Due to the huge moderate success of the first part of this series — in which I explored the appearances of Star Wars-related material in the legendary British science fiction anthology comic 2000AD — I decided that I would, after all, finish compiling my carefully-researched and luckily-stumbled-upon material into a second, and probably final, part.
A note in advance of before we begin to start to get going: the new version of Eagle comic was launched in March 1982 and aimed at more or less the same readership as 2000AD. Given that Eagle featured a version of Dan Dare, and reprinted several 2000AD strips (Ant Wars, M.A.C.H. One, M.A.C.H. Zero and at least one Future Shock), I’d definitely consider it a “companion” title to 2000AD, in the manner of its predecessors Starlord and Tornado, so I figured that any references to Star Wars that appeared in Eagle should be included here… but I don’t have a complete collection of Eagle (I own 411 copies of the regular comic out of a total of 505, and none of the specials or annuals), so for now we’re going to have to make do with the references from the issues I do have. If I’ve missed anything important because of that (or because of my own ineptitude, or for any other reason), do please let me know!
Unky Rusty’s Incomprehensive Guide to Star Wars in 2000AD
Episode two: I’ve Done These Bits Too
The Flash Gordon movie is reviewed by Ro-Jaws in 2000AD prog 194 (10 Jan 1981) and naturally it earns a comparison with Star Wars.
Reader’s profiles in prog 198 (7 Feb 1981) from Lance Harrington and Kinnon Paterson both list Star Wars Weekly among the other comics they collect.
Star Wars gets a mention in a half-page ad in prog 204 (21 Mar 1981) for Trebor’s Space Fings sweets. Same ad appears in progs 205 and 206.

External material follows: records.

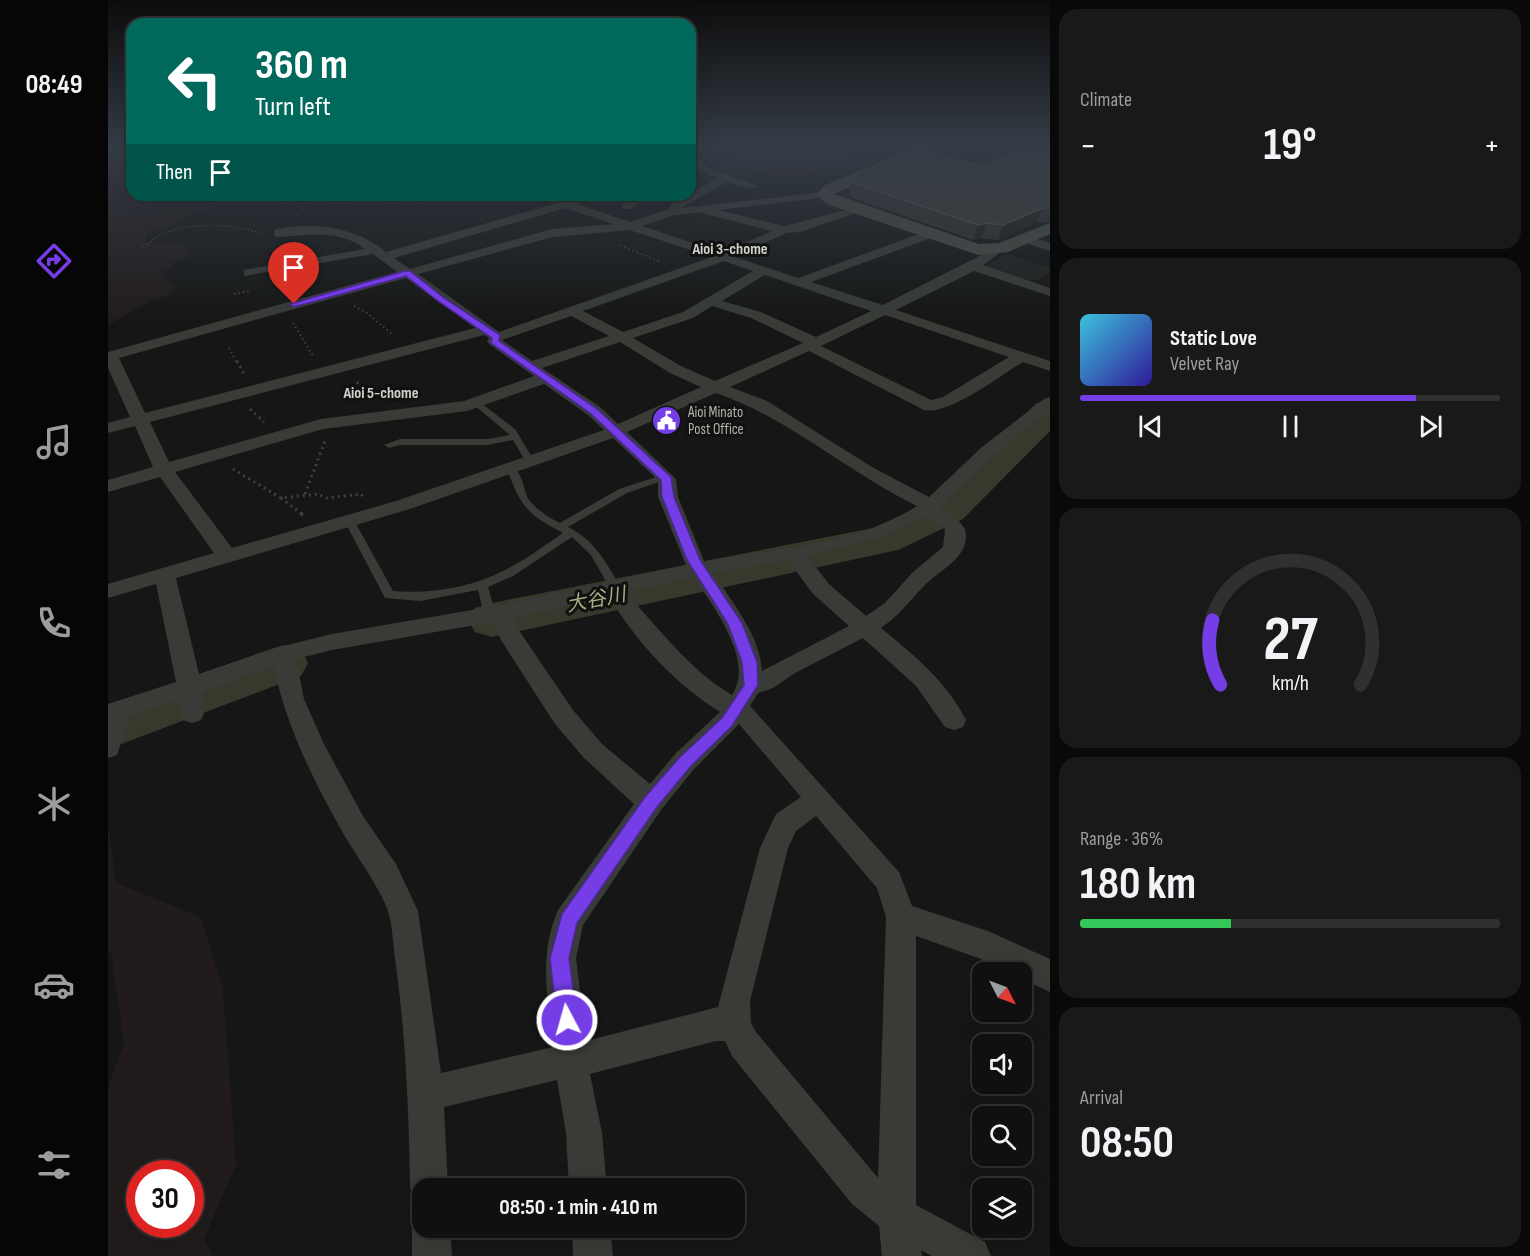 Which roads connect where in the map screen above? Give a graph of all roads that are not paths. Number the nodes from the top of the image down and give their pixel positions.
1 (568, 205) joint
2 (630, 205) edge
3 (677, 205) edge
4 (734, 205) edge
5 (842, 205) edge
6 (626, 207) junction
7 (702, 208) junction
8 (858, 210) junction
9 (670, 212) junction
10 (608, 217) junction
11 (516, 220) junction
12 (634, 225) junction
13 (1050, 228) edge
14 (593, 230) junction
15 (784, 230) junction
16 (278, 233) road end
17 (552, 233) junction
18 (927, 235) junction
19 (1026, 239) junction
20 (1050, 247) edge
21 (990, 250) junction
22 (382, 253) junction
23 (727, 256) junction
24 (973, 266) junction
25 (766, 269) junction
26 (249, 273) dead end
27 (408, 273) junction
28 (801, 281) junction
29 (1050, 292) edge
30 (712, 302) junction
31 (885, 310) junction
32 (573, 311) junction
33 (492, 334) junction
34 (622, 336) junction
35 (813, 345) junction
36 (109, 356) edge
37 (1022, 356) junction
38 (1050, 366) edge
39 (530, 367) junction
40 (545, 378) junction
41 (718, 387) junction
42 (1050, 402) edge
43 (477, 403) junction
44 (141, 420) junction
45 (108, 428) edge
46 (617, 430) junction
47 (516, 437) junction
48 (389, 445) dead end
49 (531, 464) junction
50 (164, 470) junction
51 (512, 470) junction
52 (665, 477) junction
53 (108, 486) edge
54 (935, 512) junction
55 (348, 520) junction
56 (565, 530) junction
57 (226, 555) junction
58 (798, 560) junction
59 (164, 574) junction
60 (705, 578) junction
61 (482, 585) junction
62 (108, 591) edge
63 (621, 597) junction
64 (501, 620) junction
65 (865, 628) junction
66 (284, 662) junction
67 (189, 686) junction
68 (744, 697) junction
69 (192, 713) dead end
70 (954, 720) dead end
71 (112, 728) edge
72 (818, 800) junction
73 (651, 802) junction
74 (901, 917) junction
75 (1050, 976) edge
76 (735, 1024) junction
77 (571, 1062) junction
78 (426, 1094) junction
79 (429, 1178) edge
80 (587, 1178) edge
81 (897, 1216) junction
82 (431, 1238) edge
83 (592, 1238) edge
84 (432, 1256) edge
85 (593, 1256) edge
86 (902, 1256) edge
87 (971, 1256) edge

1 - 10 street
1 - 11 street
2 - 6 street
3 - 9 street
4 - 7 street
5 - 8 street
6 - 9 street
6 - 10 street
7 - 9 street
7 - 15 street
8 - 15 street
8 - 18 street
9 - 12 street
10 - 12 street
10 - 14 street
11 - 17 street
11 - 22 street
12 - 14 street
12 - 23 street
13 - 19 street
14 - 17 street
15 - 23 street
16 - 22 street
17 - 27 street
18 - 21 street
18 - 28 street
19 - 20 street
19 - 21 street
21 - 24 street
22 - 26 street
22 - 27 street
23 - 25 street
23 - 32 street
24 - 29 street
24 - 31 street
25 - 28 street
25 - 30 street
27 - 33 street
27 - 36 street
28 - 31 street
30 - 34 street
30 - 35 street
31 - 35 street
31 - 37 street
32 - 33 street
32 - 34 street
33 - 39 street
33 - 44 street
34 - 39 street
34 - 41 street
35 - 37 street
35 - 41 street
36 - 44 street
37 - 38 street
39 - 40 street
40 - 43 street
40 - 46 street
41 - 46 street
41 - 54 street
42 - 54 street
43 - 47 lane
43 - 50 street
44 - 45 street
44 - 50 street
46 - 49 street
46 - 52 street
47 - 48 lane
47 - 49 lane
49 - 51 street
50 - 53 street
50 - 57 street
51 - 55 street
51 - 56 lane
52 - 56 lane
52 - 60 street
54 - 58 street
54 - 65 street
55 - 57 street
55 - 61 lane
56 - 61 lane
56 - 63 lane
57 - 59 street
58 - 60 street
58 - 65 street
59 - 62 street
59 - 67 street
60 - 63 street
60 - 68 street
61 - 64 lane
63 - 64 street
63 - 68 street
64 - 66 street
64 - 73 street
65 - 68 street
65 - 70 street
66 - 67 street
66 - 78 street
67 - 69 street
67 - 71 street
68 - 72 street
68 - 73 street
72 - 74 street
72 - 76 street
73 - 77 street
74 - 75 street
74 - 81 street
76 - 77 street
76 - 81 street
77 - 78 street
77 - 80 street
78 - 79 street
81 - 86 street
81 - 87 street
82 - 84 street
83 - 85 street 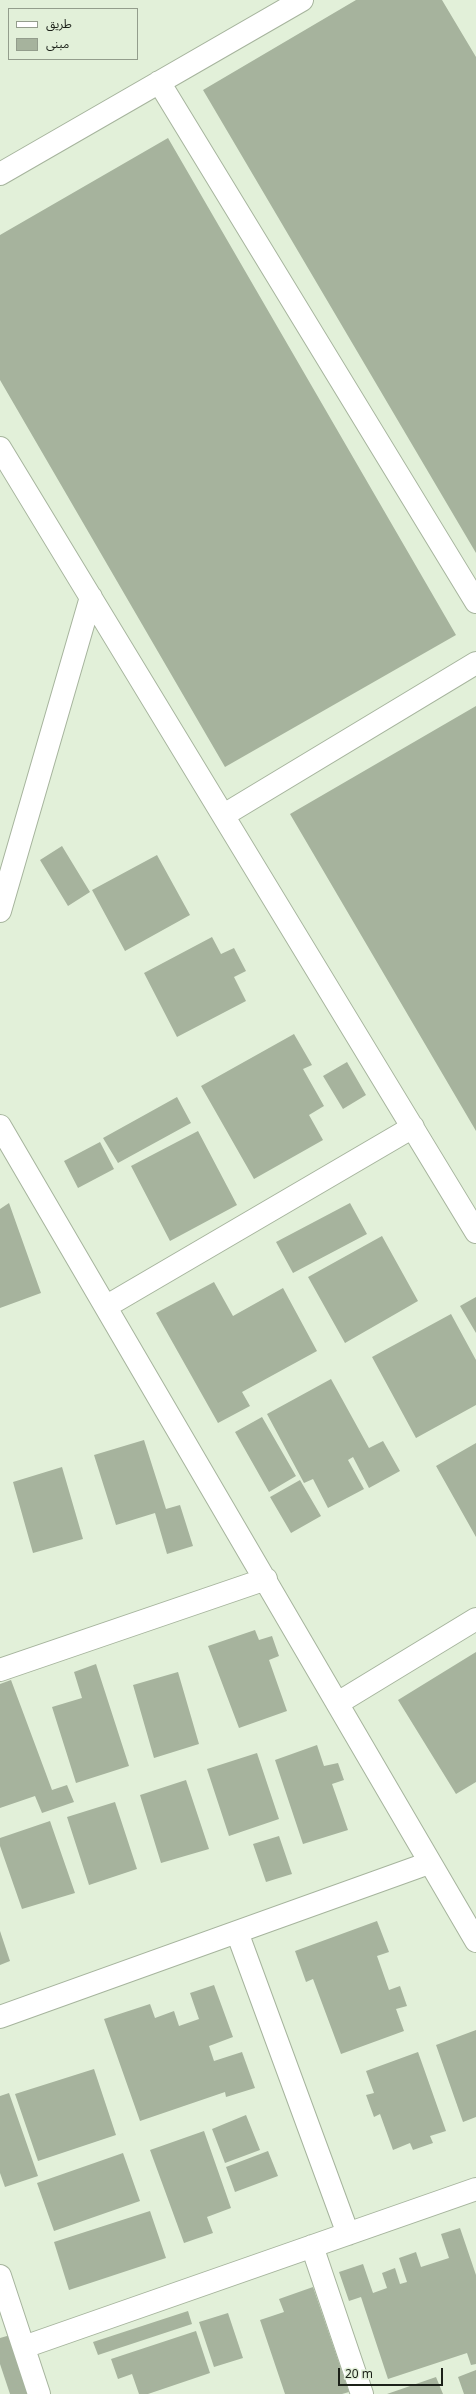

Prog 207 (11 Apr 1981) sees another Palitoy Star Wars send-away-for-a-bounty-hunter offer, this time for the character called Dengar. My inner twelve-year-old is clamouring for me to tell you that Dengar is an anagram of Danger. My inner fifteen-year-old is smugly pointing out that it’s also an anagram of Garden, Gander, Ranged and Grande. My inner twenty-five-year-old is calling them both nerds and telling them to shut up. (If you don’t remember this fan-favourite character, re-watch The Empire Strikes Back very carefully: you can see him out-of-focus in the background of one shot for about ten seconds.)
Prog 209 (25 Apr 1981) features more readers’ profiles: two of them — Sam Dale and Simon Tarr — also read Star Wars Weekly.
Typical. Nothing Star Wars-related for ages, then three come along all at once… Prog 223 (1 Aug 1981) gives us another Palitoy ad. I don’t remember ever seeing one of these cases in real life, but even though I didn’t care for the Palitoy figures, I really wanted the case!
Prog 224 (8 Apr 1981) has a review of Raiders of the Lost Ark in which Star Wars and The Empire Strikes Back get a mention.
The review of Clash of the Titans in prog 225 (15 Apr 1981) compares the movie’s mechanical owl to Star Wars’ R2-D2.
Top Judge Dredd and Strontium Dog Writer Alan Grant is interviewed in 2000AD Annual 1982, and says he quite enjoyed Star Wars and The Empire Strikes Back, though they are “just totally vapid pieces of escapist entertainment.” Awwww! Well, we still love you, Alan! (Alan also mentions Alfred Bester and John Sladek as two of his favourite writers, so he gets a million bonus points there!) Later that same annual, Star Wars, C-3PO and R2-D2 are mentioned in a quiz.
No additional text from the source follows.